-- Assignment --
Keep the wording of the records intact as you retype them, and omit every image.

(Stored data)
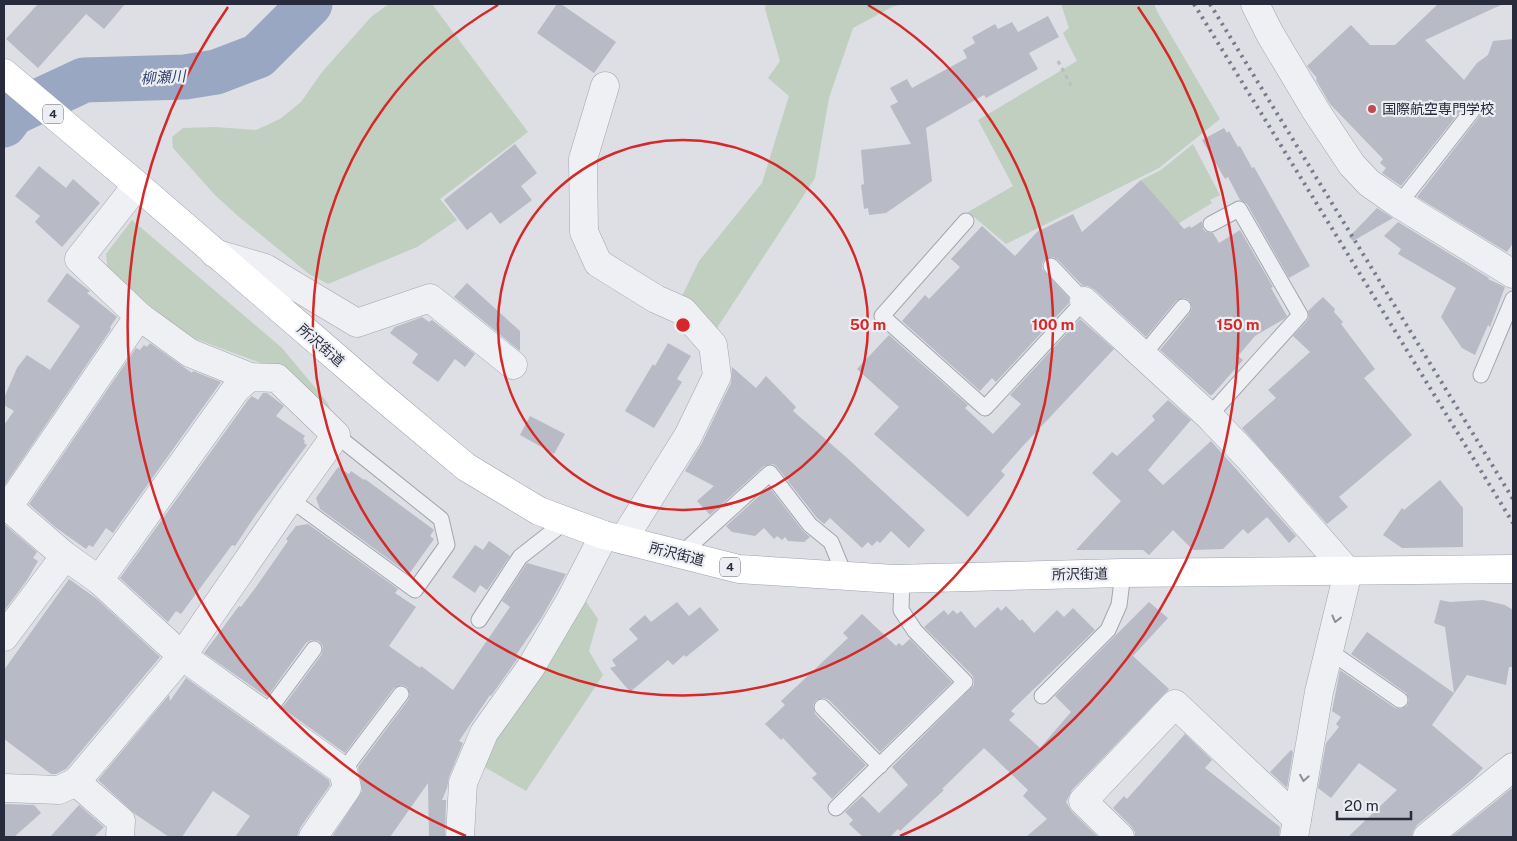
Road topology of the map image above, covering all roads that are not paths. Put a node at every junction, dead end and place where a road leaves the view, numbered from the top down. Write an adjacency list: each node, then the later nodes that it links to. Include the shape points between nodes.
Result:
1 (1256, 4): 6 (street, via 1270,34 1352,165 1369,183)
2 (10, 77): 5 (main road, 所沢街道 / 4)
3 (604, 86): 24 (street, via 583,159 584,232 598,263 656,299 683,311 713,345 717,376 688,436)
4 (1472, 110): 6 (lane)
5 (137, 185): 9 (main road, 所沢街道 / 4); 15 (street, via 79,259)
6 (1399, 204): 11 (street)
7 (966, 221): 13 (lane, via 882,316 985,408)
8 (1211, 224): 20 (lane, via 1239,208 1300,315)
9 (214, 253): 17 (street, via 265,268 357,323 430,298); 23 (main road, 所沢街道 / 4, via 466,467 539,511)
10 (1052, 266): 13 (lane)
11 (1513, 274)
12 (1513, 299): 18 (lane)
13 (1084, 301): 16 (street)
14 (1183, 307): 16 (lane)
15 (139, 316): 19 (street, via 190,353); 26 (street, via 8,507)
16 (1143, 355): 20 (street)
17 (513, 365)
18 (1481, 375)
19 (250, 377): 21 (street, via 277,378); 32 (street, via 236,389)
20 (1209, 416): 28 (street)
21 (336, 435): 22 (street); 22 (lane, via 441,519 447,545 415,590)
22 (290, 498): 37 (street)
23 (566, 521): 24 (main road, 所沢街道 / 4); 33 (lane, via 520,557)
24 (614, 538): 25 (main road, 所沢街道 / 4); 52 (street, via 484,733 462,783)
25 (680, 555): 30 (main road, 所沢街道 / 4, via 739,569); 30 (lane, via 770,473 810,525 830,542)
26 (65, 556): 32 (street); 34 (street)
27 (1511, 569): 28 (main road, 所沢街道 / 4)
28 (1348, 572): 29 (main road, 所沢街道 / 4); 36 (street, one-way to 36)
29 (1123, 573): 31 (main road, 所沢街道 / 4); 39 (lane, via 1119,605 1108,630)
30 (845, 576): 31 (main road, 所沢街道 / 4)
31 (902, 579): 43 (lane, via 901,610 915,631 964,682)
32 (99, 580): 37 (street)
33 (479, 620)
34 (4, 637)
35 (314, 649): 42 (lane)
36 (1328, 650): 40 (lane); 49 (street, one-way to 49)
37 (182, 656): 42 (street); 46 (street)
38 (401, 694): 45 (lane)
39 (1042, 696)
40 (1400, 700)
41 (822, 707): 43 (lane)
42 (265, 715): 45 (street)
43 (880, 766): 48 (lane)
44 (1513, 767): 54 (street)
45 (343, 770): 51 (street, via 347,788)
46 (76, 782): 47 (street, via 59,790); 50 (street, via 121,821)
47 (4, 788)
48 (836, 808)
49 (1296, 828): 53 (street, via 1175,704 1083,801)
50 (120, 837)
51 (313, 837)
52 (460, 837)
53 (1120, 837)
54 (1427, 837)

-- Answer to this task --
Road topology of the map image above, covering all roads that are not paths. Put a node at every junction, dead end and place where a road leaves the view, numbered from the top down. Write an adjacency list: each node, then the later nodes that it links to. Include the shape points between nodes.
Result:
1 (1256, 4): 6 (street, via 1270,34 1352,165 1369,183)
2 (10, 77): 5 (main road, 所沢街道 / 4)
3 (604, 86): 24 (street, via 583,159 584,232 598,263 656,299 683,311 713,345 717,376 688,436)
4 (1472, 110): 6 (lane)
5 (137, 185): 9 (main road, 所沢街道 / 4); 15 (street, via 79,259)
6 (1399, 204): 11 (street)
7 (966, 221): 13 (lane, via 882,316 985,408)
8 (1211, 224): 20 (lane, via 1239,208 1300,315)
9 (214, 253): 17 (street, via 265,268 357,323 430,298); 23 (main road, 所沢街道 / 4, via 466,467 539,511)
10 (1052, 266): 13 (lane)
11 (1513, 274)
12 (1513, 299): 18 (lane)
13 (1084, 301): 16 (street)
14 (1183, 307): 16 (lane)
15 (139, 316): 19 (street, via 190,353); 26 (street, via 8,507)
16 (1143, 355): 20 (street)
17 (513, 365)
18 (1481, 375)
19 (250, 377): 21 (street, via 277,378); 32 (street, via 236,389)
20 (1209, 416): 28 (street)
21 (336, 435): 22 (street); 22 (lane, via 441,519 447,545 415,590)
22 (290, 498): 37 (street)
23 (566, 521): 24 (main road, 所沢街道 / 4); 33 (lane, via 520,557)
24 (614, 538): 25 (main road, 所沢街道 / 4); 52 (street, via 484,733 462,783)
25 (680, 555): 30 (main road, 所沢街道 / 4, via 739,569); 30 (lane, via 770,473 810,525 830,542)
26 (65, 556): 32 (street); 34 (street)
27 (1511, 569): 28 (main road, 所沢街道 / 4)
28 (1348, 572): 29 (main road, 所沢街道 / 4); 36 (street, one-way to 36)
29 (1123, 573): 31 (main road, 所沢街道 / 4); 39 (lane, via 1119,605 1108,630)
30 (845, 576): 31 (main road, 所沢街道 / 4)
31 (902, 579): 43 (lane, via 901,610 915,631 964,682)
32 (99, 580): 37 (street)
33 (479, 620)
34 (4, 637)
35 (314, 649): 42 (lane)
36 (1328, 650): 40 (lane); 49 (street, one-way to 49)
37 (182, 656): 42 (street); 46 (street)
38 (401, 694): 45 (lane)
39 (1042, 696)
40 (1400, 700)
41 (822, 707): 43 (lane)
42 (265, 715): 45 (street)
43 (880, 766): 48 (lane)
44 (1513, 767): 54 (street)
45 (343, 770): 51 (street, via 347,788)
46 (76, 782): 47 (street, via 59,790); 50 (street, via 121,821)
47 (4, 788)
48 (836, 808)
49 (1296, 828): 53 (street, via 1175,704 1083,801)
50 (120, 837)
51 (313, 837)
52 (460, 837)
53 (1120, 837)
54 (1427, 837)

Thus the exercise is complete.